Pesquisas eleitorais divulgadas no início de julho de 2026 traçaram o retrato inicial das disputas ao Senado e aos governos estaduais em dois estados, o Paraná e o Rio de Janeiro. Os levantamentos foram registrados no Tribunal Superior Eleitoral e conduzidos por institutos diferentes, com margens de erro entre 1,96 e 2,6 pontos percentuais e nível de confiança de 95%.
No Paraná, o instituto Vox Brasil ouviu 2.000 eleitores entre 29 de junho e 1º de julho. Na corrida ao Senado, o ex-senador Alvaro Dias (MDB) lidera com folga, somando cerca de 40% das intenções de voto. A disputa pela segunda das duas vagas do estado é acirrada: a deputada federal Gleisi Hoffmann (PT), o ex-procurador Deltan Dallagnol (Novo) e o deputado Filipe Barros (PL) aparecem tecnicamente empatados dentro da margem. Na disputa pelo governo, a mesma pesquisa mostrou o senador Sergio Moro (PL) à frente em todos os cenários de primeiro e segundo turno. Dias depois, o instituto Paraná Pesquisas divulgou novo levantamento no estado e apontou que, quando Alvaro Dias deixa de ser apresentado, o presidente da Assembleia, Alexandre Curi (Republicanos), assume a liderança.

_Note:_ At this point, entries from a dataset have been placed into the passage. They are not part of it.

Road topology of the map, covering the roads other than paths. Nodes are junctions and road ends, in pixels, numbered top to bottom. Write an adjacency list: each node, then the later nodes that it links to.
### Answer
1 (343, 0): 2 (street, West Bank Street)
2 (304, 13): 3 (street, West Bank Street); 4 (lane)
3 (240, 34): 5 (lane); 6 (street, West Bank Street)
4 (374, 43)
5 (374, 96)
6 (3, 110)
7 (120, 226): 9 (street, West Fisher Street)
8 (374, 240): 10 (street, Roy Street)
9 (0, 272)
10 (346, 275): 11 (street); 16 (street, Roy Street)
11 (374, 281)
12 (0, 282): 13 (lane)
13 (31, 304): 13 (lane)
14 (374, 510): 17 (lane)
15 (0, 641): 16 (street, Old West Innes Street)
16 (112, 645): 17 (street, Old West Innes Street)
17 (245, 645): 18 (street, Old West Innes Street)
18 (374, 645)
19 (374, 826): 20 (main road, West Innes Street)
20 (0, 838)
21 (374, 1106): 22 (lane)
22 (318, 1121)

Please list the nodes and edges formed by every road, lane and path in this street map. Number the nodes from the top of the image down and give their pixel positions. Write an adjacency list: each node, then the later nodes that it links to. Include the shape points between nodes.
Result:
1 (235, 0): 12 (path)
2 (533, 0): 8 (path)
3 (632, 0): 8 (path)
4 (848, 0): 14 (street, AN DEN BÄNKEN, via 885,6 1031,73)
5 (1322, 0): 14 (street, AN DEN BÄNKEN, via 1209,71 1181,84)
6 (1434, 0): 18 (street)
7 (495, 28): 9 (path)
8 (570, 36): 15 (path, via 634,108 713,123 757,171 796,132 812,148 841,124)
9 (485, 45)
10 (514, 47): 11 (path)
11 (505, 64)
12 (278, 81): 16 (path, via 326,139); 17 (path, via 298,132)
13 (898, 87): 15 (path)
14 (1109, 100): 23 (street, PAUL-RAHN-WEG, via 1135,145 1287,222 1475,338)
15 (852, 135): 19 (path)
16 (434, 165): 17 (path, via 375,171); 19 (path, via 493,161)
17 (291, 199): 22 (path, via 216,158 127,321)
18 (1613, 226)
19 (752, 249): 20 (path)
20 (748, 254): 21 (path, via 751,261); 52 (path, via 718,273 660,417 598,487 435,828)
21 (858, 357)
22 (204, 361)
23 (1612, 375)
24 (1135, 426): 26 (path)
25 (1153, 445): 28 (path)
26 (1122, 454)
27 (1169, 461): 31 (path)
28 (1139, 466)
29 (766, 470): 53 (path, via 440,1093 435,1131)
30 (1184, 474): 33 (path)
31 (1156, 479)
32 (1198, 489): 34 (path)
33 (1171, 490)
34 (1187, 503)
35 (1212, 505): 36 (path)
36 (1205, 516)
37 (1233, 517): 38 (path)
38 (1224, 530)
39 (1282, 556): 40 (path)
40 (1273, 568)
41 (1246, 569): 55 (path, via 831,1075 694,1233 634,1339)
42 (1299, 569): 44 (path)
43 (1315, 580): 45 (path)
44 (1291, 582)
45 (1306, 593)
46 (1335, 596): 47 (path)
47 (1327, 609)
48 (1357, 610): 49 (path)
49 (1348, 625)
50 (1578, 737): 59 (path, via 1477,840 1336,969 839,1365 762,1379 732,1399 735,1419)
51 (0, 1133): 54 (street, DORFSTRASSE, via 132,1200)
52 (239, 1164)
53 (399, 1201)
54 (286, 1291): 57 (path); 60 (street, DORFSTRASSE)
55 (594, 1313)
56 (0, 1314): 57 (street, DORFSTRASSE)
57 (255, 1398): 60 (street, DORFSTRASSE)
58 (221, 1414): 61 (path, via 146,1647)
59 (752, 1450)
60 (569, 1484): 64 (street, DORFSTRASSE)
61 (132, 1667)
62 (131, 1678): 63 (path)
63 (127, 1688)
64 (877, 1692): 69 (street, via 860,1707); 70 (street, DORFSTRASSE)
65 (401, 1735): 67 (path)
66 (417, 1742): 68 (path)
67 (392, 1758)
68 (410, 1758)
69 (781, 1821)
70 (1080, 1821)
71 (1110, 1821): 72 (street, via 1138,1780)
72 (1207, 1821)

No Rio de Janeiro, os institutos Paraná Pesquisas e Prefab Future colocaram a deputada federal Benedita da Silva (PT) na frente da corrida ao Senado. O ex-prefeito Marcelo Crivella (Republicanos), que teve a inelegibilidade suspensa pelo STF, e Márcio Canella (União Brasil) aparecem em empate técnico pela segunda vaga.
A cobertura de centro, como a do Poder360, da CNN Brasil, da Band e da Banda B, concentrou-se na descrição factual dos números, dos cenários e da metodologia de cada pesquisa. Veículos de esquerda, como a CartaCapital, destacaram a competitividade de candidaturas do PT, sobretudo a liderança de Benedita da Silva no Rio e a presença de Gleisi Hoffmann entre as primeiras colocadas no Paraná. Uma leitura de direita enfatizaria o favoritismo de Sergio Moro ao governo paranaense e a vantagem de nomes ligados à agenda anticorrupção, lidos como sinal de rejeição ao PT no estado; até o momento, porém, o cluster não reúne cobertura de veículos de perfil declaradamente de direita sobre estes levantamentos.
O que ainda não se sabe: as pesquisas são retratos de um momento muito anterior ao pleito, com índices altíssimos de eleitores indecisos ou que pretendem votar em branco ou nulo, o que torna os cenários voláteis. A definição das candidaturas, as convenções partidárias e as alianças ainda podem alterar profundamente o quadro.